(Stored items)
-- Opening Marker --
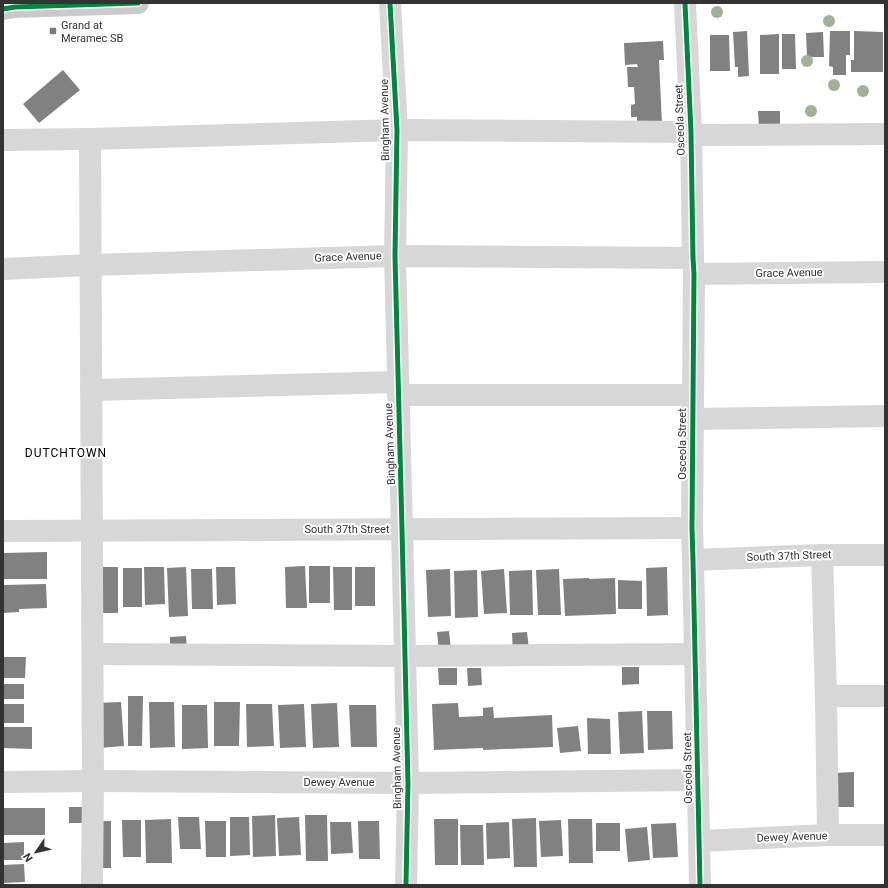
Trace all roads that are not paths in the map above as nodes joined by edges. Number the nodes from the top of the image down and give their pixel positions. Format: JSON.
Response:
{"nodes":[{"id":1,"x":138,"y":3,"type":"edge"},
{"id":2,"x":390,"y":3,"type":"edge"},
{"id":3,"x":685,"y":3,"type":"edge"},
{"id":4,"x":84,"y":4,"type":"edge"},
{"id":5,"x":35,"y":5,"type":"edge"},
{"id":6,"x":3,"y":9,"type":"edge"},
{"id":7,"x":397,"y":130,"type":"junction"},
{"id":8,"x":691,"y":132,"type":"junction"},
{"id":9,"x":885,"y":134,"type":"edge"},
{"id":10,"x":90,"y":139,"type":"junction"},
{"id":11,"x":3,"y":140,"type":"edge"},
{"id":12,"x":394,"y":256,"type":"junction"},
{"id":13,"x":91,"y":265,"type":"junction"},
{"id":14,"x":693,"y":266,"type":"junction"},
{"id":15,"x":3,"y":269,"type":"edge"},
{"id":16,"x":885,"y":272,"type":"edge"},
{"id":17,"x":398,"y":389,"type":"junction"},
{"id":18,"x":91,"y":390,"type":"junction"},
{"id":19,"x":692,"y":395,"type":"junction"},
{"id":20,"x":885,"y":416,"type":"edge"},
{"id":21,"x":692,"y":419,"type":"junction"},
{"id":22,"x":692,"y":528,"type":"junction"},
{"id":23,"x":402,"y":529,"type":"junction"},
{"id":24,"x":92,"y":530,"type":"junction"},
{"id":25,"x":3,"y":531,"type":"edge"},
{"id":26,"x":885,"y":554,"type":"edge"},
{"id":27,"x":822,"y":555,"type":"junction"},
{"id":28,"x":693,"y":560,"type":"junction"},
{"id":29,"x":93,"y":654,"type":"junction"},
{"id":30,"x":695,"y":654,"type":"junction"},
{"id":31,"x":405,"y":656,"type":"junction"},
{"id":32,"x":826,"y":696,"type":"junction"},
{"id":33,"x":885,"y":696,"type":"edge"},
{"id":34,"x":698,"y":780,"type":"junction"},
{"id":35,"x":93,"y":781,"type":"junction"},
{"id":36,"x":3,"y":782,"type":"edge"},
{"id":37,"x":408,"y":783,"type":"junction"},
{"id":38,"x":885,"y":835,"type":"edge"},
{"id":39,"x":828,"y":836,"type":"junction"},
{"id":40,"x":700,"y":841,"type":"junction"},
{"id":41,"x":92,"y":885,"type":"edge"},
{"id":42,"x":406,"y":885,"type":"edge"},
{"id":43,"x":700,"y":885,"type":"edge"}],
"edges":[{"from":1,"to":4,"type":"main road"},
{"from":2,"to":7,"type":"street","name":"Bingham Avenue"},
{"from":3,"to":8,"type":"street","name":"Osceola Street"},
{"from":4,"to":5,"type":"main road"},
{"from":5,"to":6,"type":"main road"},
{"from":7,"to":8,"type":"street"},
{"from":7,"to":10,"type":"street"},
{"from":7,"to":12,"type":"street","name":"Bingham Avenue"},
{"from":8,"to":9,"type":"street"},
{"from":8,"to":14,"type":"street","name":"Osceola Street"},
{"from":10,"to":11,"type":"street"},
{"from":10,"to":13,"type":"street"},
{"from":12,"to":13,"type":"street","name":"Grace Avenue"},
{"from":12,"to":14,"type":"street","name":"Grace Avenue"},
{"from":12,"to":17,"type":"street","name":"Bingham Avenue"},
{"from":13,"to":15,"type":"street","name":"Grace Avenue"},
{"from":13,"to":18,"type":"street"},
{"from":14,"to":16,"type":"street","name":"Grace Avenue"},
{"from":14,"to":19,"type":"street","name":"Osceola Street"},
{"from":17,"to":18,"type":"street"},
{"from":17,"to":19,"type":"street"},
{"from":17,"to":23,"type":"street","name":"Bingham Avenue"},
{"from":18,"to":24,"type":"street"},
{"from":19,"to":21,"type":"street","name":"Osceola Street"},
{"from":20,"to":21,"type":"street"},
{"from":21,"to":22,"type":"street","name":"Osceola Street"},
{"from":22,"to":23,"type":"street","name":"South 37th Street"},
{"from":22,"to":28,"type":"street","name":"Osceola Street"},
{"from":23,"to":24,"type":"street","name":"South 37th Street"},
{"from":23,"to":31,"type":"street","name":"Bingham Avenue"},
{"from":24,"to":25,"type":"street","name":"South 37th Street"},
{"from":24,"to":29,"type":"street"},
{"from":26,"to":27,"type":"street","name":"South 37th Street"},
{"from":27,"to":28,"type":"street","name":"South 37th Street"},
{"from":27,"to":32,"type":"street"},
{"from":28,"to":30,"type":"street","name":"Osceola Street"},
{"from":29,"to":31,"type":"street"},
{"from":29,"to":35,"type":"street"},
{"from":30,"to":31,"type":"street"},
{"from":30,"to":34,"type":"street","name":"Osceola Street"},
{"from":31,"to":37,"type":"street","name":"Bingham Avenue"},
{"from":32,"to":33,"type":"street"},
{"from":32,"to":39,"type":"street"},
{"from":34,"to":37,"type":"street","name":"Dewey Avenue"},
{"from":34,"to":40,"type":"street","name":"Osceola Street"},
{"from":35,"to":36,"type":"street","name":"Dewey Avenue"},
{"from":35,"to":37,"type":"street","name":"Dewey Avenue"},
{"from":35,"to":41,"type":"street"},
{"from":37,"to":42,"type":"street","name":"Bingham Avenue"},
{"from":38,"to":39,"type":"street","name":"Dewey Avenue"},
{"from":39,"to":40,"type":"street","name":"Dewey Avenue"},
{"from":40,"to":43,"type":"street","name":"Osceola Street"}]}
-- Closing Marker --
◆ **Task to complete**: In the records above, how many lines include the string "nodes"? Answer with only the number.

◆ **Answer space**: 2